Improving environmental, social and economic outcomes of nationally significant infrastructure projects
Many countries, including the UK, are making substantial investments in nationally significant infrastructure projects, in order to boost their economies. Typically these projects span many local authorities and different landscape types. Both the government and the industry implementers of these projects are aware of the need to mitigate the environmental and social costs of these projects. These mitigation activities are described in Environmental and Social Impact Assessments. Many companies now follow best practice guidelines as laid down by bodies such as the Business and Biodiversity Offsets Programme (BBOP). Best practice includes adopting No Net Loss goals for biodiversity, and aiming to leave affected people no worse off as a result of the project.
However, traditional approaches to deciding on appropriate mitigation activities were developed for individual smaller-scale projects, which can be handled through the UK planning system at the local level. Current approaches to mitigation of large-scale projects fall short of identifying the true extent of environmental damage given the large geographical areas these projects cover, and at which geographical (local and landscape) and temporal scales activities to generate environmental benefits and mitigate costs would be most effective, for biodiversity, the economy and for people. In particular there is a lack of understanding of how large-scale projects can address wider environmental challenges such as flooding, air quality and the need for climate change resilience. There is also a dearth of understanding of how to quantify the distribution of social gains and losses resulting from both environmental damage mitigation actions and efforts to achieve net positive impacts (for example the loss of local amenity vs the gain of high conservation value areas elsewhere). This issue is compounded when, (as often happens) many projects are initiated within the same region.

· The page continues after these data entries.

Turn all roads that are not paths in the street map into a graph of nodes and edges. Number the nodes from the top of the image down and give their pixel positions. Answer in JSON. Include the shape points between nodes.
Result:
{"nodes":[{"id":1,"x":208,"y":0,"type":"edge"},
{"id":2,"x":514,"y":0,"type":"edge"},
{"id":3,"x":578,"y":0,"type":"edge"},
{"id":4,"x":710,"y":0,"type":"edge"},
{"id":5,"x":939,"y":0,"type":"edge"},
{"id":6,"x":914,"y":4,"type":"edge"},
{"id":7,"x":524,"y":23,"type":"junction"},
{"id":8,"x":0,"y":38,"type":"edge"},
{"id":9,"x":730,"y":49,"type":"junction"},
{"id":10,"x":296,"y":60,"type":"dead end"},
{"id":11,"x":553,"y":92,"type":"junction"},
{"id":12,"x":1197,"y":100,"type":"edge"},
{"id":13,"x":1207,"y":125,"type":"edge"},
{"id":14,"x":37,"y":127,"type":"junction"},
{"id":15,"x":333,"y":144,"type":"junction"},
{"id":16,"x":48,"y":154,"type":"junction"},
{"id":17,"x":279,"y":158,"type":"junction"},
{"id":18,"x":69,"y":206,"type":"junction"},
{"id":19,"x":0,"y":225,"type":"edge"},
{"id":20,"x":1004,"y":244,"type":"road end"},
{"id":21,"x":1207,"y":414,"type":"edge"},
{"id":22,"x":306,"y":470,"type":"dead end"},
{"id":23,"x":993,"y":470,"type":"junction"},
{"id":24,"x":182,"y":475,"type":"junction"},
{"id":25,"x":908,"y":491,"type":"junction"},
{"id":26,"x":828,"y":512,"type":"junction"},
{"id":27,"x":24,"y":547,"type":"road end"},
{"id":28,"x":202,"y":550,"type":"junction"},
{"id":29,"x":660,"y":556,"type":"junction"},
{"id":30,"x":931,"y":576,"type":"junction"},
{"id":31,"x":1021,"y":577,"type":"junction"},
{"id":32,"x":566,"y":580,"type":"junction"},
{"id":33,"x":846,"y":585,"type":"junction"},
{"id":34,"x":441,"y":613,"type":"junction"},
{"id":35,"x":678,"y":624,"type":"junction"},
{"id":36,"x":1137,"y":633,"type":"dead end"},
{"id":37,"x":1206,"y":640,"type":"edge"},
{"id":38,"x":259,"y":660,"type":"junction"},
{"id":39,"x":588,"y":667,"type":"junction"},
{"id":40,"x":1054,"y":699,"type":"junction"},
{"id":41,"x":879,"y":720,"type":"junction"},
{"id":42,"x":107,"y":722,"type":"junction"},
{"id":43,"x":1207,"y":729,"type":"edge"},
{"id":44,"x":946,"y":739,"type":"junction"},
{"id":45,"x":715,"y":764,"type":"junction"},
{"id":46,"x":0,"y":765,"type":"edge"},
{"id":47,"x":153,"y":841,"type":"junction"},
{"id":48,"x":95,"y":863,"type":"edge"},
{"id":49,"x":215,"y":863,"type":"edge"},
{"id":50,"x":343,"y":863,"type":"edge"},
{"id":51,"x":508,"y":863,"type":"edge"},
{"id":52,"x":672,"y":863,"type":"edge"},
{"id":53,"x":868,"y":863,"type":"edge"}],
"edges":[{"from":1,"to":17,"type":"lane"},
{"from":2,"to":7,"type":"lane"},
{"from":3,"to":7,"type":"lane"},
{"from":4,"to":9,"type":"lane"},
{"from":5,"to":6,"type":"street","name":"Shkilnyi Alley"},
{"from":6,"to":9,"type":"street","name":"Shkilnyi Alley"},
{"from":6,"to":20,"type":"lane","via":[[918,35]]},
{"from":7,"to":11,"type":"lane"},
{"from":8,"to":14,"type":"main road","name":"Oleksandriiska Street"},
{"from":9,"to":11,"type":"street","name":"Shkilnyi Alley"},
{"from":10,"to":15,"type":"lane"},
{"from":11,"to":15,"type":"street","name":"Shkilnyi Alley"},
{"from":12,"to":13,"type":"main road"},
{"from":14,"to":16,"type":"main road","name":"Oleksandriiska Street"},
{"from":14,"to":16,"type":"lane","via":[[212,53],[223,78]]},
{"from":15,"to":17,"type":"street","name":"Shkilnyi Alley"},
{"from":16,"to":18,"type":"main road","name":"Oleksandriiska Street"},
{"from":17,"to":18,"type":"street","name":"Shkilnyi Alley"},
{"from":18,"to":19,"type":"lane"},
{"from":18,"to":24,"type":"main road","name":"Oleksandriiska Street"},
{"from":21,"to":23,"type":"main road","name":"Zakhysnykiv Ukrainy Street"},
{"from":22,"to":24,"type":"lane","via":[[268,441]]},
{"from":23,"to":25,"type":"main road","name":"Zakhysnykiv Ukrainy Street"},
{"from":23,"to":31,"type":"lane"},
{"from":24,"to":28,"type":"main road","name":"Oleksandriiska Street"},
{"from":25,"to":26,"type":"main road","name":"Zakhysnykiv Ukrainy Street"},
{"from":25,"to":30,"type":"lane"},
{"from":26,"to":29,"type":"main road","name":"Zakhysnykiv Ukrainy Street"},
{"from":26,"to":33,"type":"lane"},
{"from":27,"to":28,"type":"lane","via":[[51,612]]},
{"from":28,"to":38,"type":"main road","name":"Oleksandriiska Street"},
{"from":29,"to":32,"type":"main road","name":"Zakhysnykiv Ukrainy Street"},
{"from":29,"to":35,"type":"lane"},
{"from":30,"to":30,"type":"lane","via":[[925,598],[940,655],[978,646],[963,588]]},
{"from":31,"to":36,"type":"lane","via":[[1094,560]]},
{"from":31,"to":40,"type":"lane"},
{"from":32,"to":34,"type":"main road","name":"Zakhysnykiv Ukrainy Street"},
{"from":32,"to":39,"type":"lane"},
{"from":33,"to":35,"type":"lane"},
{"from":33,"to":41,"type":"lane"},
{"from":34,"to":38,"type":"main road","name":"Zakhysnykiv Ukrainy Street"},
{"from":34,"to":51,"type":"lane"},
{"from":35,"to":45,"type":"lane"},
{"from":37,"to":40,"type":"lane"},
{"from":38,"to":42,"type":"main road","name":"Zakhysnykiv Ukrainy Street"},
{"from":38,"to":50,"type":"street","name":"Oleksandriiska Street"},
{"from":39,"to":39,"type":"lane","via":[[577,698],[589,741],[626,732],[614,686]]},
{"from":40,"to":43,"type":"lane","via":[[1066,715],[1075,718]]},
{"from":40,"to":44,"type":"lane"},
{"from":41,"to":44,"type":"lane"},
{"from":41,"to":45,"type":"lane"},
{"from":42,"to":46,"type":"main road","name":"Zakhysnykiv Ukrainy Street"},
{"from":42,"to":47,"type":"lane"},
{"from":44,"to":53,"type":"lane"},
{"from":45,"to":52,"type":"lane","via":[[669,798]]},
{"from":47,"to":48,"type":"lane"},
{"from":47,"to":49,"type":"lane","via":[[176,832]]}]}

There is therefore an urgent need to fully understand the true environmental costs and benefits of these large-scale, complex schemes, individually and cumulatively, the linked social gains and losses in the short and long terms, and how they vary geographically and between interest groups.
The studentship will develop a framework for accounting for the environmental and linked social impacts of infrastructure developments (for individual projects and for several projects within the same region), and test it for a range of industries in which Balfour Beatty is involved, potentially including transportation (road and rail), energy, flooding and nuclear decommissioning. Testing will include collection of ecological and social data on the ground for selected case studies, and gathering feedback from a variety of industry leads including Project Directors, EIA consultants and clients. This framework will be academically novel in its consideration of the interactions between the geographical and temporal scales of the environmental and linked social impact of infrastructure development, and of direct relevance to nascent government policy and emerging industry best practice in documenting and balancing gains and losses from new and upgraded infrastructure. By testing it with Balfour Beatty, the framework will be applicable to a range of industry sectors and will be designed for practical use by industry to promote and help scale up net positive impact approaches.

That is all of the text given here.